Segundo ela, são necessários o isolamento da área contaminada em um raio
de 250 metros e a coleta de novas amostras do terreno, em uma área superior à inicialmente estudada. Nada disso ocorreu. Foram despejadas camadas de terra sobre o foco. Uma espécie de canteiro foi construído para impedir que o mercúrio se espalhe, caso volte a surgir.

Mercúrio na água

Um dia após o aparecimento do mercúrio, o marido da lavradora, Antônio Carlos da Silva, levou pedaços do metal ao prefeito de Descoberto, Marcos Lima (PL).

O secretário municipal de Saúde, Orlando Mendonça, constatou a presença do metal e procurou o gerente da Copasa (Companhia de Saneamento de Minas Gerais) em São João Nepomuceno, Erênio Gruppi, que cortou a captação do ribeirão do Grama.

O ribeirão abastecia 10% da população da cidade (23.786, segundo o Censo 2000 do IBGE) e 30% da de Descoberto (4.531).

O sedimento do solo do reservatório de São João Nepomuceno foi analisado
pela Copasa, que, em um ponto, encontrou mercúrio em quantidades acima das consideradas ideais pela OMS (Organização Mundial da Saúde). Gruppi disse à Folha não lembrar da quantidade de mercúrio que havia no reservatório. A captação das águas do ribeirão foi abandonada, afirmou o gerente.

Em fevereiro, o técnico em ambiente Lodônio de Figueiredo, da Secretaria de Saúde de Minas, vistoriou a área. Ele localizou mercúrio no fundo do ribeirão do Grama, o que mostra que o metal escorreu para dentro da água.
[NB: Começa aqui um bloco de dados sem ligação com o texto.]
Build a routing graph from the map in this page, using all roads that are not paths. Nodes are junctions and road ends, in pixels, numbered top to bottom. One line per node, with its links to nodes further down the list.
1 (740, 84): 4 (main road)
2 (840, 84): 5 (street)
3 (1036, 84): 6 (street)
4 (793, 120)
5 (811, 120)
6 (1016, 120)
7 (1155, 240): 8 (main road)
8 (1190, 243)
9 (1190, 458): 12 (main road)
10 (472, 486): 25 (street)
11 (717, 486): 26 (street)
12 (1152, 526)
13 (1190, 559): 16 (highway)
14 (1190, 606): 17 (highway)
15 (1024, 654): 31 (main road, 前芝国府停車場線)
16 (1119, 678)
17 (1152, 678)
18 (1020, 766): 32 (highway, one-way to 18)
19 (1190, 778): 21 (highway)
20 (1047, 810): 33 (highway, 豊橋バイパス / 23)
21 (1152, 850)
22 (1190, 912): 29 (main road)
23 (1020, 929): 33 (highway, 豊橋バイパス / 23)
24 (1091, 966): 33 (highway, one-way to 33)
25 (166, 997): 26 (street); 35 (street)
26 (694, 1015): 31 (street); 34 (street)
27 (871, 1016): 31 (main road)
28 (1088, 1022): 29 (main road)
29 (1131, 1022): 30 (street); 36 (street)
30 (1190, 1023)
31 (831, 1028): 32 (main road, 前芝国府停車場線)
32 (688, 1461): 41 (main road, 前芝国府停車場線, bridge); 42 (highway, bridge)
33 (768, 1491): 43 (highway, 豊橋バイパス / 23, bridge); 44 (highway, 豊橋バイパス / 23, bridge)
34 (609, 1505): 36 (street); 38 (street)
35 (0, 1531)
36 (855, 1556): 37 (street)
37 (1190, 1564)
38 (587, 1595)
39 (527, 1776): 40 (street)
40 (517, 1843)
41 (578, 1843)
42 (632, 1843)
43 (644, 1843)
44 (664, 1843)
A análise das águas da represa não registrou a presença do metal, mas não foram coletadas amostras do sedimento no fundo do curso d'água, onde o mercúrio se deposita.

No local onde o mercúrio apareceu, um veio de ouro foi explorado por garimpeiros a partir do final da década de 10 do século 19. O mercúrio começou a ser usado no garimpo em 1850, quando a mineradora inglesa H. Milliet, contratada pelo governo imperial, passou a explorar o veio. A empresa saiu da área 40 anos depois.

A exploração do veio foi relatada em seus diários pelo médico e barão alemão Goerg Heinrich von Langsdorff (1774-1852), que percorreu a região em uma expedição científica pioneira no Brasil.